ACT-107, a novel variant of AmpC ß-lactamase from Enterobacter huaxiensis isolated from Neotropical leaf frog (Phyllomedusa distincta) inhabiting the Brazilian Atlantic Forest.

ABSTRACT

OBJECTIVES: The aim of this study was to characterise a broad-spectrum cephalosporin-resistant AmpC-positive Enterobacter huaxiensis colonising the skin of a Neotropical frog (Phyllomedusa distincta) inhabiting the Brazilian Atlantic Forest. METHODS: During a genomic surveillance study of antimicrobial resistance, we screened skin samples from P. distincta.

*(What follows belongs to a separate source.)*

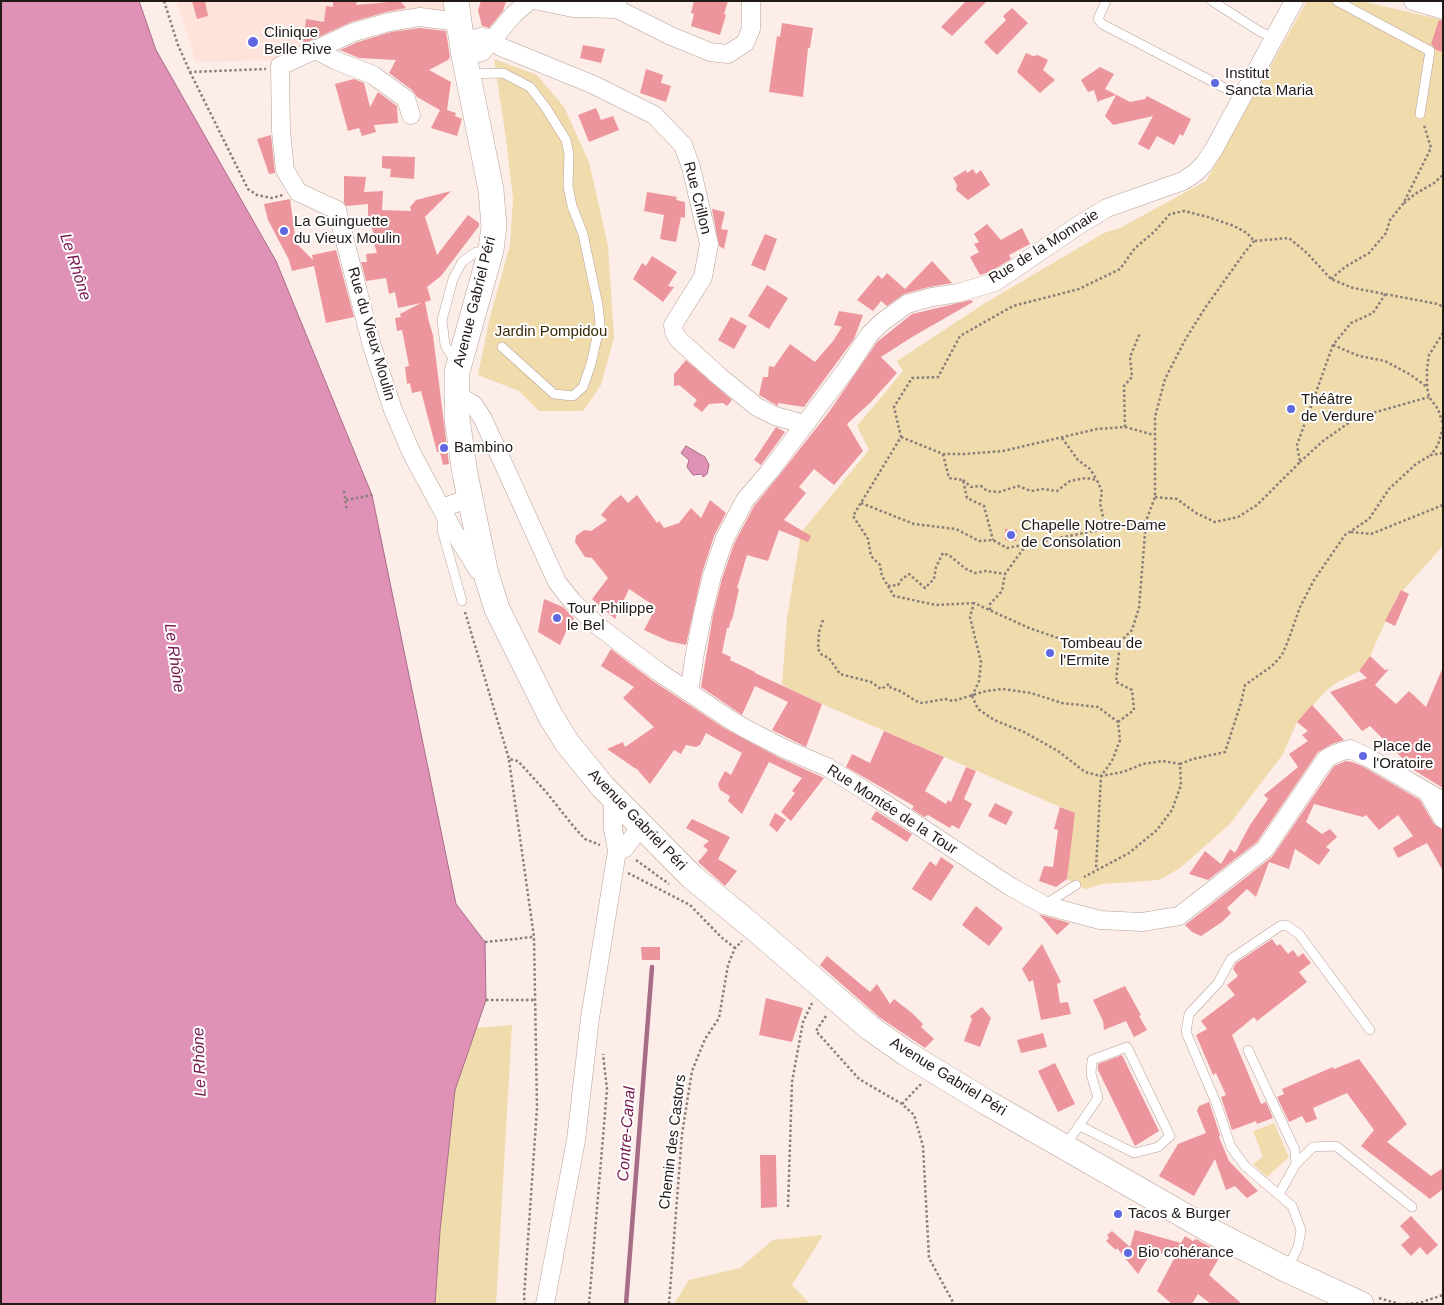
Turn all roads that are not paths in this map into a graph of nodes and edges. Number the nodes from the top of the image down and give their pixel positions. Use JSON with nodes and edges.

Gram-negative bacteria growing on MacConkey agar plates supplemented with 2 µg/mL ceftriaxone were identified by matrix-assisted laser desorption/ionisation time-of-flight mass spectrometry. A cephalosporin-resistant E. huaxiensis was sequenced using the Illumina NextSeq platform. Genomic data were analysed using bioinformatics tools, whereas AmpC ß-lactamase was characterised in depth by comparative analysis of amino acids, in silico modelling, and analysis of susceptibility to ß-lactam antibiotics and combinations of ß-lactamase inhibitors. RESULTS: Whole-genome sequencing analysis revealed a novel variant of AmpC ß-lactamase belonging to the ACT family, designated ACT-107 by NCBI. This variant contains 12 novel amino acid mutations within the ACT family, 5 in the signal peptide sequence (Ile2, Met14, Tyr16, Gly18 and Thr20), and 7 in the mature protein (Gln22, His43, Cys60, Thr157, Glu225, Ala252 and Asn310). In silico modelling showed that substitutions occurring in the mature chain are localised in the solvent-accessible surface of the protein, where they are not expected to affect the ß-lactamase activity, as observed in the resistance profile. Strikingly, 'not designated' ACT variants from E. huaxiensis were clustered (> 96% identity) with ACT-107. CONCLUSION: Since E. huaxiensis has been isolated from human infection, ACT-107 requires surveillance and the attention of clinicians.